A hypothetical square grows so that the length of its diagonals are increasing at a rate of 4 m/min. How fast is the area of the square increasing when the diagonals are 14 m each?

1 Answer
Oct 29, 2016

# (dA)/dt = (7sqrt(6))/6 # #m^2#/min

Explanation:

Let the length of one side be #l#, the diagonal be #z# and the area be #A#

Then By Pythagoras, # z^2=l^2 + l^2 #
# :. z^2=2l^2 # .......... [1]

And, the Area is, #A=l^2#, Substituting this into [1] gives us;
# z^2=2A^2 # .......... [2]

We are told that #dz/dt=4# (constant), and we want to find #(dA)/dt# when #z=14#.
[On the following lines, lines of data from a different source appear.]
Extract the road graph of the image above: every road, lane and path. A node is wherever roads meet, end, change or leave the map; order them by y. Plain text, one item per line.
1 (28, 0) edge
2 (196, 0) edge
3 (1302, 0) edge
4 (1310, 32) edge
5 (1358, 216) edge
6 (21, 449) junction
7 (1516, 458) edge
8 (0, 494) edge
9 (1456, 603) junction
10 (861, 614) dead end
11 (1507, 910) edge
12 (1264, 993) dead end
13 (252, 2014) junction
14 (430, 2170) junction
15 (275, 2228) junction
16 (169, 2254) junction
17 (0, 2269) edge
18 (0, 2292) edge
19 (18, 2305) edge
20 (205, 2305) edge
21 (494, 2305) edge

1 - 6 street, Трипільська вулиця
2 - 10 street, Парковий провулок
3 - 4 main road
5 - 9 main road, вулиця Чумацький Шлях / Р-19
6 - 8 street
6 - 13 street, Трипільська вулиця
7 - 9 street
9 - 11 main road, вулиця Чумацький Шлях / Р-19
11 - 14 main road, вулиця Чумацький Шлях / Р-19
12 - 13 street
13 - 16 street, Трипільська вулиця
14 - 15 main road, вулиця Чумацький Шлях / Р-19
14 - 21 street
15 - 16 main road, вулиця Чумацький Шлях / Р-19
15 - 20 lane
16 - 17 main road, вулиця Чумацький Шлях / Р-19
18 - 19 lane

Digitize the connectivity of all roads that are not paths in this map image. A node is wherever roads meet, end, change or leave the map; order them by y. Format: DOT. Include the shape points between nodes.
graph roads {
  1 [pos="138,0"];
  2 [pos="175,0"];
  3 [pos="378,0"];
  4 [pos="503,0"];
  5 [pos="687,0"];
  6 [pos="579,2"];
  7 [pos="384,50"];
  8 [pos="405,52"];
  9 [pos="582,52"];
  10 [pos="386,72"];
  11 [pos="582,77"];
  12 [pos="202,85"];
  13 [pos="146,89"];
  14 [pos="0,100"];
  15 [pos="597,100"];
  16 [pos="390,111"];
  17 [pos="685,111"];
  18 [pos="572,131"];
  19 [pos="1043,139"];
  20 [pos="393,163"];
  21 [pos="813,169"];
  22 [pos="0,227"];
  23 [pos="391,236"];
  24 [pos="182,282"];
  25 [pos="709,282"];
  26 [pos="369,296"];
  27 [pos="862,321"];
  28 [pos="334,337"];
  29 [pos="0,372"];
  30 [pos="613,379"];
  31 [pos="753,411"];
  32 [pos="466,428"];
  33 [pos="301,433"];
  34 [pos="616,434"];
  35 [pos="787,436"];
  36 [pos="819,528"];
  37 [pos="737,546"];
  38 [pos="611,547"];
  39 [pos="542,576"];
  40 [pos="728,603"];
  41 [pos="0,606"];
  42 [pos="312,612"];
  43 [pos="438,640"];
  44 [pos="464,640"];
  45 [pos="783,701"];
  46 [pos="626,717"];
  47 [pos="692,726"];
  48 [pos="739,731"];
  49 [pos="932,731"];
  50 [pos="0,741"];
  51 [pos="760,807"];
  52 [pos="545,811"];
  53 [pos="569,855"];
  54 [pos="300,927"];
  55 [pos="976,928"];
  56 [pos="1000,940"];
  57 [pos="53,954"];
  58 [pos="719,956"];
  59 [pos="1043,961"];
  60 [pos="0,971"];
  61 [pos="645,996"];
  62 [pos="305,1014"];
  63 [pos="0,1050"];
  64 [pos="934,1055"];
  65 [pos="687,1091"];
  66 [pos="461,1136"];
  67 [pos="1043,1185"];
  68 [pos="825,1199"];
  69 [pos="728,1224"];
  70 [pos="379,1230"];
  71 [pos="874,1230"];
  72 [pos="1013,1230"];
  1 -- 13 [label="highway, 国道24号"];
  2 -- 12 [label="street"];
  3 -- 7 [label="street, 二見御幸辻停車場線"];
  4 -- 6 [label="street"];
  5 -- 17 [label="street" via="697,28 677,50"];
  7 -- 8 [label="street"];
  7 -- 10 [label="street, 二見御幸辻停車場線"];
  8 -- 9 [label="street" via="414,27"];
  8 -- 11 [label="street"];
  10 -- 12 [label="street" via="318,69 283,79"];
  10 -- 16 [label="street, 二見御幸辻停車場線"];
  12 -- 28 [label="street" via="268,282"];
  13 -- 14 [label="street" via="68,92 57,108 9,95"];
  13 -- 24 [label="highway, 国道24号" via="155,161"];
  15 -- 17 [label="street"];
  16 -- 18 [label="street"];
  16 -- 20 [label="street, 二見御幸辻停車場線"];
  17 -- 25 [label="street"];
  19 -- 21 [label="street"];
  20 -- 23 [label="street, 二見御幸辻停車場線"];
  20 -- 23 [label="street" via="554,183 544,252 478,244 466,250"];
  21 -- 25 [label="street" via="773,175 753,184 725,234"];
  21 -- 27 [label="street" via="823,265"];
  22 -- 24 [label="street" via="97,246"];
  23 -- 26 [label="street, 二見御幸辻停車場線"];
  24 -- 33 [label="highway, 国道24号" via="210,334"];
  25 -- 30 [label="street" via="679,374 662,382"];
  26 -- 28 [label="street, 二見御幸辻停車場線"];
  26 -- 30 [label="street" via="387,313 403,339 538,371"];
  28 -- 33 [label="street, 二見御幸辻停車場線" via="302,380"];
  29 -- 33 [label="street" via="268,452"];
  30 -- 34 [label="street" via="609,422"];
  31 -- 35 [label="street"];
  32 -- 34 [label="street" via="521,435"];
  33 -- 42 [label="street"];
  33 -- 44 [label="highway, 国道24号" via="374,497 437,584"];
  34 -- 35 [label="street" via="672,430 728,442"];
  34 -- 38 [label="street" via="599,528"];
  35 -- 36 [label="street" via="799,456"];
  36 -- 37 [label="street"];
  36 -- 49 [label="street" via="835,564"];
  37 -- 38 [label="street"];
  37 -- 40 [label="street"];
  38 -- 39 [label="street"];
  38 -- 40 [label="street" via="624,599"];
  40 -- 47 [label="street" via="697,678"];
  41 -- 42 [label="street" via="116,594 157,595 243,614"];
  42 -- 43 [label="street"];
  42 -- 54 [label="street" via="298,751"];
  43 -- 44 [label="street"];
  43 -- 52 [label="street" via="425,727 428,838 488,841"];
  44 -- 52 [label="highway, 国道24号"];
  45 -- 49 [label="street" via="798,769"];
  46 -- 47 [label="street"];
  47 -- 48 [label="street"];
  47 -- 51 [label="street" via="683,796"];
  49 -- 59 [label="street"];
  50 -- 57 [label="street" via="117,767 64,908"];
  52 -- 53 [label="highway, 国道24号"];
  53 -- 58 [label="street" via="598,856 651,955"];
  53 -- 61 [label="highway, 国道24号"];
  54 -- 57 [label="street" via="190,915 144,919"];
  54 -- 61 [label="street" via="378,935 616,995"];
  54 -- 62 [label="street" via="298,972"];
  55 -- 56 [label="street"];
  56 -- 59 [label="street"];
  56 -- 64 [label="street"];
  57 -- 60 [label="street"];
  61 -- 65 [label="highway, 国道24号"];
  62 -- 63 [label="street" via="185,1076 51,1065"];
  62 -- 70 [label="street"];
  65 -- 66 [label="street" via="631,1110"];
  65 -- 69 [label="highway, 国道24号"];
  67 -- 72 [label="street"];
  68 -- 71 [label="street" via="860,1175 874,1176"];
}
By the chain rule, #(dA)/dt = (dA)/(dz).(dz)/(dt) # .......... [3]

Differentiating [2] wrt z (implicitly) gives:
# 2A^2 = z^2 #
# :. 2z = 2(2A)(dA)/(dz) #
# :. 2A(dA)/(dz) = z #
# :. (dA)/(dz) = z/(2A) #

Substituting this into [3] gives us:
# (dA)/dt = (z/(2A)).(4) #
# (dA)/dt = (2z)/A # .......... [4]

So, When #z=14#, using [2] we have
# 2A^2 = 14^2 #
# 2A^2 = 196 #
# A^2 = 98 #
# A = sqrt(98 ) #

Substituting #z=14# and # A = sqrt(98) # into [4] we have:
# (dA)/dt = (2(14))/sqrt(98) #
# (dA)/dt = (7sqrt(6))/6 #